Autor: Streb Jorge M.(*), Otálvaro-Ramírez Susana(**), Scartascini Carlos(**)
Institución: (*)UCEMA, (**)Inter-American Development Bank
Año: 2022
JEL: D0, D7, D8, H4
Resumen:
"Providing information is a well-known tool to increase trust and empower citizens. To understand how citizens react to transparency initiatives, we conducted a randomized survey experiment in the City of Buenos Aires, Argentina, where the government made a set of post-electoral promises. We interpret this initiative as a signal that an incumbent politician is willing to send to complement the information already provided by visible government performance. Our results show that post-electoral promises matter for shaping citizens’ perceptions about trustworthiness of the government.

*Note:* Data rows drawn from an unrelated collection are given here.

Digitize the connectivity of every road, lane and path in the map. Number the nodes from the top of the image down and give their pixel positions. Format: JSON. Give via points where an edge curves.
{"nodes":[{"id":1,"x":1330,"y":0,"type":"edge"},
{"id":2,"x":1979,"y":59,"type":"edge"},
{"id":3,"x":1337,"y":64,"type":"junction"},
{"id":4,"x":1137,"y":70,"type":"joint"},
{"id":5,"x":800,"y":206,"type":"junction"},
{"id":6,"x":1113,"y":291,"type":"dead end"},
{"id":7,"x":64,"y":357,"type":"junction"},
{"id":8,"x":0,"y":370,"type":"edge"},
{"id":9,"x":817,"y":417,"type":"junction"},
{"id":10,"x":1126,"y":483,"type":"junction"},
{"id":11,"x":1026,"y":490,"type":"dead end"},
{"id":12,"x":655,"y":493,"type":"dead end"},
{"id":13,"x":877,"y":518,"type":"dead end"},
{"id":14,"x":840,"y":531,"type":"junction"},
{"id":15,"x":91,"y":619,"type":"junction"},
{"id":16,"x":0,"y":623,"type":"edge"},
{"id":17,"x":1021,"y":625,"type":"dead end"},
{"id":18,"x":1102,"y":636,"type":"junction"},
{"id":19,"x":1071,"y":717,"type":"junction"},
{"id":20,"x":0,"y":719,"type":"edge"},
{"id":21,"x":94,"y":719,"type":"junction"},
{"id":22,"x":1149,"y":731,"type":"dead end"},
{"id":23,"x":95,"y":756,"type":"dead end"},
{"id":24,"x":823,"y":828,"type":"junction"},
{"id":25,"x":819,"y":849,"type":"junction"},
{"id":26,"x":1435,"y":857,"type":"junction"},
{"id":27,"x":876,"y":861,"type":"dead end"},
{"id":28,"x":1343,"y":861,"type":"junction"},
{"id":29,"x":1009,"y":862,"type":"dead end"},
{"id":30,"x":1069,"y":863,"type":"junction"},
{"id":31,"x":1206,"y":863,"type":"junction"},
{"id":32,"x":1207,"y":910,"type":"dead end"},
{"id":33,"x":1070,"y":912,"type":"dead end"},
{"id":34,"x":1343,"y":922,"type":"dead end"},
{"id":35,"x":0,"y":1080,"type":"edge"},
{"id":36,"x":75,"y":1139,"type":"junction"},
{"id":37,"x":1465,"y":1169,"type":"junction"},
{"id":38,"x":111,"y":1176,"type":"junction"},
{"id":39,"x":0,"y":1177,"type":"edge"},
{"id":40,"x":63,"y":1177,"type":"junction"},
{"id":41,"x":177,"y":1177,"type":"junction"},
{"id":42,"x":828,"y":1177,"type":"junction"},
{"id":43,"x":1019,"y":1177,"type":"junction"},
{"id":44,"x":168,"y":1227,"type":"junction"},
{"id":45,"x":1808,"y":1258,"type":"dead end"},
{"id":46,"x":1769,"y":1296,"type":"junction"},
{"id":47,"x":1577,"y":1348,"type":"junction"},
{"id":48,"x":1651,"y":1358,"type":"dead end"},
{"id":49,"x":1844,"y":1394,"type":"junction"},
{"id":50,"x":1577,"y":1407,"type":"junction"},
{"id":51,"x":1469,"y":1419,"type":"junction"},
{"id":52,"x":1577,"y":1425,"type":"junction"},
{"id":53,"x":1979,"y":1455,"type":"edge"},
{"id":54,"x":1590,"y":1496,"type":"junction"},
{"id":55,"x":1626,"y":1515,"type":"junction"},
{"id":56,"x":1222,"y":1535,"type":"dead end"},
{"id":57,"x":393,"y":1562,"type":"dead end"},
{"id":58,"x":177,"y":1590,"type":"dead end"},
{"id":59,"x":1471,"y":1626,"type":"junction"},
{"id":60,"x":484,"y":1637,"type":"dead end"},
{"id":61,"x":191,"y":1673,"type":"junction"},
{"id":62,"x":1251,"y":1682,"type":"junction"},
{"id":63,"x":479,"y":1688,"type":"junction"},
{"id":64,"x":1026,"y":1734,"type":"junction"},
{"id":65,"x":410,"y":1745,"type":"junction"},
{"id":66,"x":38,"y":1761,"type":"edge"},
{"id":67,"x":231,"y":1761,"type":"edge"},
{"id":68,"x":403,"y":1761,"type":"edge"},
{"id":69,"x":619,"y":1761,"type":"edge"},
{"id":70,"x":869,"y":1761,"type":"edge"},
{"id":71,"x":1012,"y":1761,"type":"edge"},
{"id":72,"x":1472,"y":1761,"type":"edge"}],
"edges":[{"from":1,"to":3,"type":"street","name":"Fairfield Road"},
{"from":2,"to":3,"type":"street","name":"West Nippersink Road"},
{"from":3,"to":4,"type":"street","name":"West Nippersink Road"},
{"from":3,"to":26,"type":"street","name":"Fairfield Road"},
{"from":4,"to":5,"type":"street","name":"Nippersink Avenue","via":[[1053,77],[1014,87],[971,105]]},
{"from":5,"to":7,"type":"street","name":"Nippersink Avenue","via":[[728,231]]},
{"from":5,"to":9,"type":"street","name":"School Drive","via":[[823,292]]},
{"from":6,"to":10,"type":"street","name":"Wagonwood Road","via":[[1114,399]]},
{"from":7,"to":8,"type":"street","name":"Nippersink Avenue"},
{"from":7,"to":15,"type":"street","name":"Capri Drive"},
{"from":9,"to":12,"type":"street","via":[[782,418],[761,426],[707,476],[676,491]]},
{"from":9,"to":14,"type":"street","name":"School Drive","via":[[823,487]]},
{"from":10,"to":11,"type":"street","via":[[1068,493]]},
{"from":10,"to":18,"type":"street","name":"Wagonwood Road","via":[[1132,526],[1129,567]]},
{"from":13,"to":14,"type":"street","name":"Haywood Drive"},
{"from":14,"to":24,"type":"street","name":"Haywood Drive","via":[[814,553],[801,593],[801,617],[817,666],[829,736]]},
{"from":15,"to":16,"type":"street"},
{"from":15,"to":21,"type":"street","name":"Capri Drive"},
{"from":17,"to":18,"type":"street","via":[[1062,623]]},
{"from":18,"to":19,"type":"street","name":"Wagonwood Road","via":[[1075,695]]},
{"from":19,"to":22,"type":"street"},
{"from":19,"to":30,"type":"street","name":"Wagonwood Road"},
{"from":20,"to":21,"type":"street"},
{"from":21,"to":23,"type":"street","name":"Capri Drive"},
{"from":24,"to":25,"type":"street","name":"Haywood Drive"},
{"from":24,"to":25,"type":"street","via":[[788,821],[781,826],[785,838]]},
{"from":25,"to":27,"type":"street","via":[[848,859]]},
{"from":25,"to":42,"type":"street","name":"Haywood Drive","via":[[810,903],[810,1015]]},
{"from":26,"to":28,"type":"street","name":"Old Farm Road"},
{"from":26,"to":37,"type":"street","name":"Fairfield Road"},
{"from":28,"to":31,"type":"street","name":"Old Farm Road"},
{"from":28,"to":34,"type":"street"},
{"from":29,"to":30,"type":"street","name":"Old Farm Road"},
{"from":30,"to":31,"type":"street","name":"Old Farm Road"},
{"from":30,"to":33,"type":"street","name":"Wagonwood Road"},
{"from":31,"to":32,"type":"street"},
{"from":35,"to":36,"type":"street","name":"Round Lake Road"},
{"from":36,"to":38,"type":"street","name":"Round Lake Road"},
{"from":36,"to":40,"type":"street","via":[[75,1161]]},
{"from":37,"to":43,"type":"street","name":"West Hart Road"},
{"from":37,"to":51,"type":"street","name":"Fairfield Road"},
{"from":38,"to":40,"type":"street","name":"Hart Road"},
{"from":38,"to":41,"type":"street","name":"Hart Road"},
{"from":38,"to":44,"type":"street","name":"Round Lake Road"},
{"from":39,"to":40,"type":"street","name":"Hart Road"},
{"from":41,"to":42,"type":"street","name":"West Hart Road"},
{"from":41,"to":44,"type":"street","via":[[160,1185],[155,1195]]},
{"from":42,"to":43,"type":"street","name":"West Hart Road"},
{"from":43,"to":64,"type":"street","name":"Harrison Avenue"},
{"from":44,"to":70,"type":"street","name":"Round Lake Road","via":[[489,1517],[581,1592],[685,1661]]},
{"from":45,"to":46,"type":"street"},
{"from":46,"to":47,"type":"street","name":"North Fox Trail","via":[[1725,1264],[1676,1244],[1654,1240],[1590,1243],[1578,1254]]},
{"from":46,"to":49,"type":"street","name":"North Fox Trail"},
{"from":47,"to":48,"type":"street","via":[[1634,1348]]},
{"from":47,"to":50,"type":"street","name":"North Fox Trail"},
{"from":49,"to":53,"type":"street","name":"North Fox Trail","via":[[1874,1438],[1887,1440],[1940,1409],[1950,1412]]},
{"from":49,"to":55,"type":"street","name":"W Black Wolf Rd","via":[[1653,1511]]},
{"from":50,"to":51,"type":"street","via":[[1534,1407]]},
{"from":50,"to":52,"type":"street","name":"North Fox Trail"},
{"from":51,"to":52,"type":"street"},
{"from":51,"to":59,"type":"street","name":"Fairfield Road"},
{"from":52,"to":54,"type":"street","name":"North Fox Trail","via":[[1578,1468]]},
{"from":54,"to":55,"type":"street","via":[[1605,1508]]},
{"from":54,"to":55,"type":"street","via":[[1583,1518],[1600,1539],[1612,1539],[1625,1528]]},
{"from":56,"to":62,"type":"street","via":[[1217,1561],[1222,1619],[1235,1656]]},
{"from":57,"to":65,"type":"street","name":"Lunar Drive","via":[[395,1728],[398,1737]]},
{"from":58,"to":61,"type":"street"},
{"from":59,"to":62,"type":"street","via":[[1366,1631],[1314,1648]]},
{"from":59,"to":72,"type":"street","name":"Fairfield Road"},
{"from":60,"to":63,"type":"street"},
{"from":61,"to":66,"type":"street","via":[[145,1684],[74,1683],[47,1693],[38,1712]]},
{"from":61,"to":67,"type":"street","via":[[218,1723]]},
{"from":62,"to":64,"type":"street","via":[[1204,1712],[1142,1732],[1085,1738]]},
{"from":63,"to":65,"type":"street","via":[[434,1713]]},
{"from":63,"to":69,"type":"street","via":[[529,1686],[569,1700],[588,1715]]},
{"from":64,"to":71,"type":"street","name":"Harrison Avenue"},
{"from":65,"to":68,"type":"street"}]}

The content of the information also matters: a treatment showing that the government was fulfilling its promises had more impact than a treatment that only showed that the government had made the promises, but the differences are not statistically significant. We find strong heterogeneity in how citizens process this information. One group, not familiar with the policy and with the lowest trust priors, was impervious to treatment: they seem to react to deeds, not words. The rest are more alike and can be broken down into those vaguely familiar with the promises, with intermediate trust priors, and those familiar with the promises, with the highest trust priors. The treatment effects are entirely through the middle group, and they close the gap in trust with the group familiar with the promises. More generally, our study suggests that transparency initiatives may be an effective signal in a setting with high trust priors, but their informational value is more limited than visible public good provision."